Changes since the initial proposed design

Let's start with an updated functional diagram. Blocks in green represent TCP/IP server processes, where the program in question is responsible for accepting a TCP/IP connection:

Functional diagram with colors
(Light brown represents the corresponding TCP/IP client)

So how does this differ from the first proposed design? In this version, suggested by Greg Fenves, the server processes are simplified by removing the need to handle multiple back ends. In other words, they no longer need to
  1. Route messages to different plugins based on the contents
  2. Understand more than one set of messages
  3. Contain as much code.
Looking at a more detailed picture, let's add the data turbine and authorization/authentication bits:
Functional with more details

Data turbine interface

Now we can see how data is streamed to RDV. Note that each server will need to use the binary data interface for this, which is a separate bit of work to do. The turbine has interfaces for HTTP/DAV and Java, so will need to use the binary interface that Creare has developed. This section is light on detail because we have not yet investigated this yet.

Security

There are several things to consider here:
  1. Message integrity - was the data corrupted, either accidentally or delibarately?
  2. Authenticity - are you talking to the process you expected, or the man in the middle?
  3. Authorization - is user J allowed to control hardware X?
  4. Encryption - is you have proprietary (e.g. commercial) data, you might want to prevent against interception.
For our solution, we propose using a tiered solution:
  1. OpenSSL for communications
    1. Plain socket mode (default, fastest, simple)
    2. Message digests, plaintext - this addresses #1
    3. Encrypted with digests
  2. External username/password mechanism TBD. There are many possibilities here (kerberos, PAM, JAAS, Gridauth, Globus, etc, etc).
The use of OpenSSL does complicate the development and compilation a bit, but there are many offsetting factors. It's a well-established standard, cross-platform, stable and can be accelerated with crypto cards if desired. If we employ server and client certificates, we can ensure secure communications with minimal overhead, both runtime and administrative.

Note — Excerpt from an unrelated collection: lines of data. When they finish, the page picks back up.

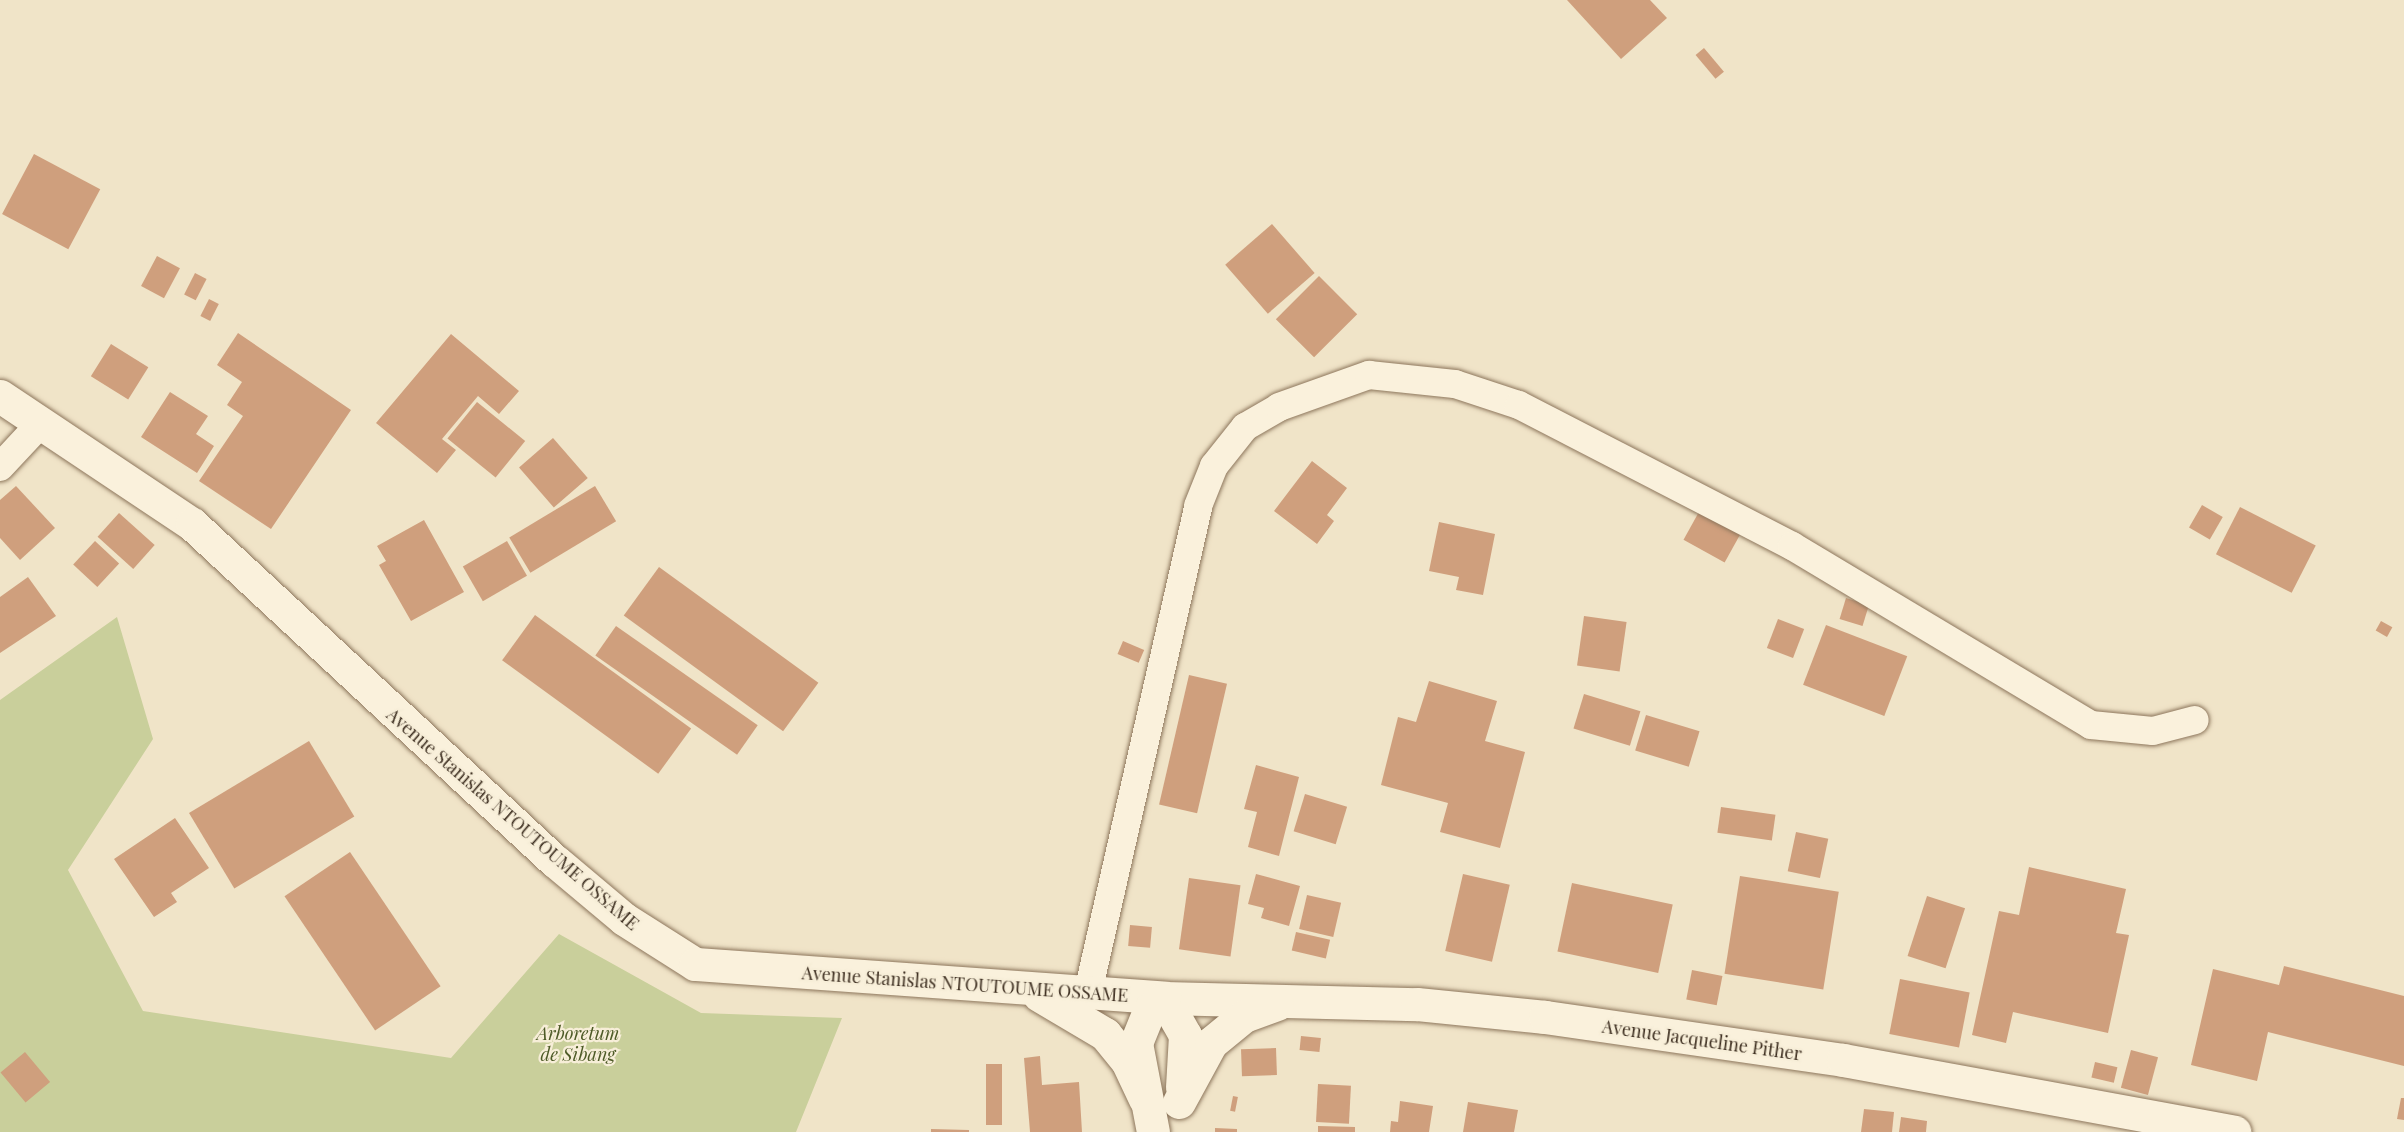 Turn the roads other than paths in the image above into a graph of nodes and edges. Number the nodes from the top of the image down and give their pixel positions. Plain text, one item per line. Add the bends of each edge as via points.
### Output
1 (0, 396) edge
2 (41, 423) junction
3 (0, 467) edge
4 (2195, 720) dead end
5 (1027, 989) junction
6 (1088, 992) junction
7 (1164, 998) junction
8 (1290, 999) junction
9 (1144, 1099) junction
10 (1174, 1117) edge
11 (1153, 1132) edge
12 (2234, 1132) edge

1 - 2 street, Avenue Stanislas NTOUTOUME OSSAME
2 - 3 street
2 - 5 street, Avenue Stanislas NTOUTOUME OSSAME via 192,524 522,831 656,942 695,964 727,970
4 - 6 street via 2153,732 2091,725 1792,546 1519,405 1455,384 1369,375 1290,403 1245,427 1214,466 1198,506
5 - 6 street, Avenue Stanislas NTOUTOUME OSSAME
5 - 9 street via 1105,1034 1127,1061
6 - 7 street, Avenue Stanislas NTOUTOUME OSSAME
7 - 8 street, Avenue Jacqueline Pither
7 - 9 street via 1150,1009 1136,1043
7 - 10 street via 1185,1035
8 - 10 street via 1227,1027 1211,1043
8 - 12 street, Avenue Jacqueline Pither via 1417,1004 1557,1019 1843,1060
9 - 11 street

Communications protocol in detail

I've split the protocol into a separate page, as this was growing too large.

Compatability with existing systems

There are two primary issues in working with existing code: Whether or not the protocol is sufficient, and the detailed issues with invoking our communications libary from their code. One of the lessons learned from NTCP was that a too-rigid protocol invited peculiar workarounds, in particular the misuse of message types with undefined payloads. Overloading the SET/GET pair produced a more flexible protocol at the cost of compatibilty and opacity.

Any system that works with NHCP will need to
  1. Have OpenSSL available. Since this is nearly every OS with an IP stack, not a big deal.
  2. Be able to invoke C/C++ code.
We will commit to
  1. Writing a plugin for existing NTCP-controlled hardware that uses the ASCII protocol (PDF).
  2. Writing an OpenSEES object to invoke our code.
We are investigating the SIMCOR/MATLAB interface, which is complicated by MATLAB's single-threaded nature, which requires that the plugin be a bit smarter about buffering. With the addition of the RESEND and RECONNECT messages, it might be easier to implement; this is not yet certain.